REQUIREMENT =>
Your response should contain every line from the data below that holds the string "East".

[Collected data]
----

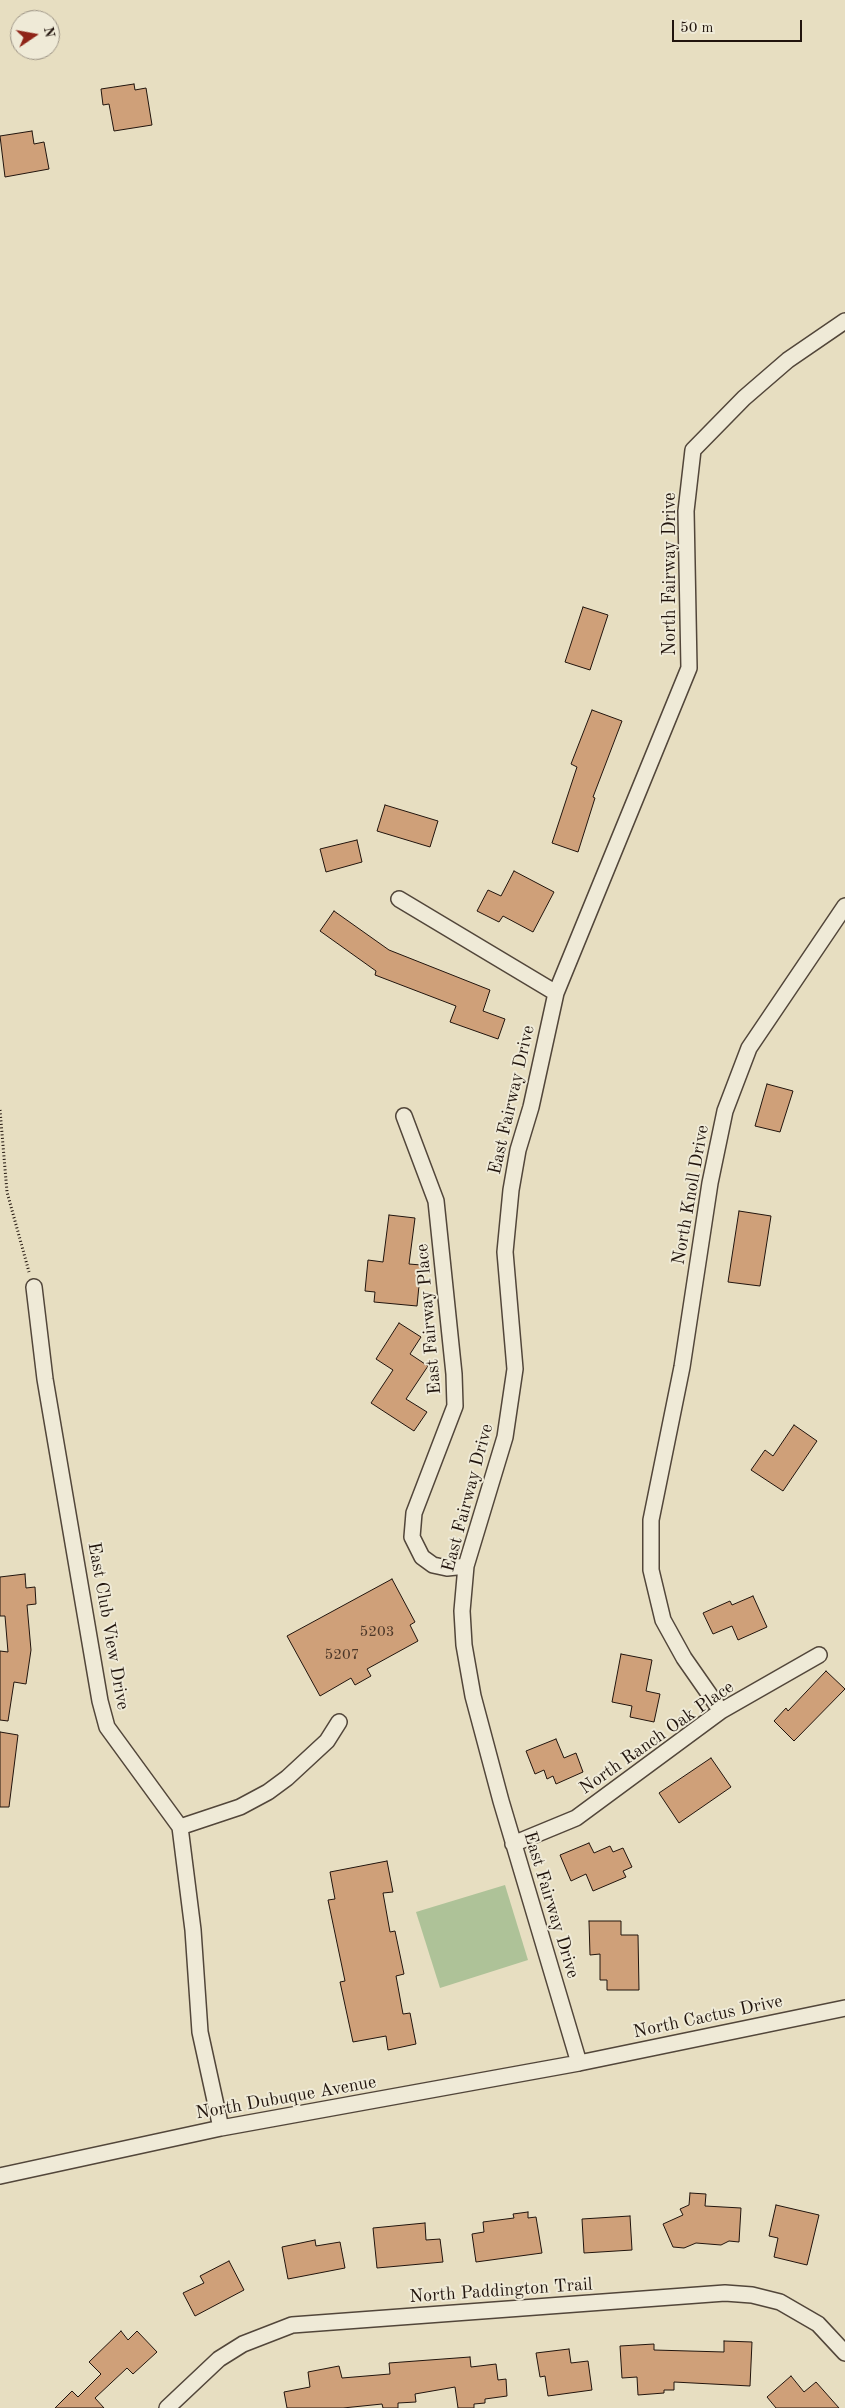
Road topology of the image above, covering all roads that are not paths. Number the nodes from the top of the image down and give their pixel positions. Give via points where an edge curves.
1 (845, 321) edge
2 (399, 899) dead end
3 (845, 906) edge
4 (556, 993) junction
5 (404, 1116) dead end
6 (34, 1287) road end
7 (466, 1566) junction
8 (819, 1655) dead end
9 (721, 1711) junction
10 (339, 1722) dead end
11 (180, 1827) junction
12 (513, 1844) junction
13 (845, 2008) edge
14 (579, 2063) junction
15 (221, 2128) junction
16 (0, 2176) edge
17 (842, 2343) edge
18 (167, 2408) edge

1 - 4 street, North Fairway Drive via 788,360 744,398 693,450 686,510 688,668
2 - 4 street
3 - 9 street, North Knoll Drive via 749,1048 725,1111 710,1183 682,1367 651,1520 650,1570 663,1620 684,1658
4 - 7 street, East Fairway Drive via 511,1190 505,1252 514,1369 510,1410 505,1437
5 - 7 street, East Fairway Place via 436,1201 455,1406 414,1513 412,1537 422,1557 433,1565 447,1568
6 - 11 street, East Club View Drive via 45,1380 107,1727
7 - 12 street, East Fairway Drive via 462,1611 464,1645 473,1696
8 - 9 street, North Ranch Oak Place
9 - 12 street, North Ranch Oak Place via 576,1818
10 - 11 street via 327,1741 268,1792 240,1807
11 - 15 street, East Club View Drive via 193,1930 200,2032
12 - 14 street, East Fairway Drive
13 - 14 street, North Cactus Drive
14 - 15 street, North Dubuque Avenue
15 - 16 street, North Dubuque Avenue
17 - 18 street, North Paddington Trail via 818,2324 780,2302 725,2293 292,2325 243,2344 219,2359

----

EXERCISE SOLUTION =>
4 - 7 street, East Fairway Drive via 511,1190 505,1252 514,1369 510,1410 505,1437
5 - 7 street, East Fairway Place via 436,1201 455,1406 414,1513 412,1537 422,1557 433,1565 447,1568
6 - 11 street, East Club View Drive via 45,1380 107,1727
7 - 12 street, East Fairway Drive via 462,1611 464,1645 473,1696
11 - 15 street, East Club View Drive via 193,1930 200,2032
12 - 14 street, East Fairway Drive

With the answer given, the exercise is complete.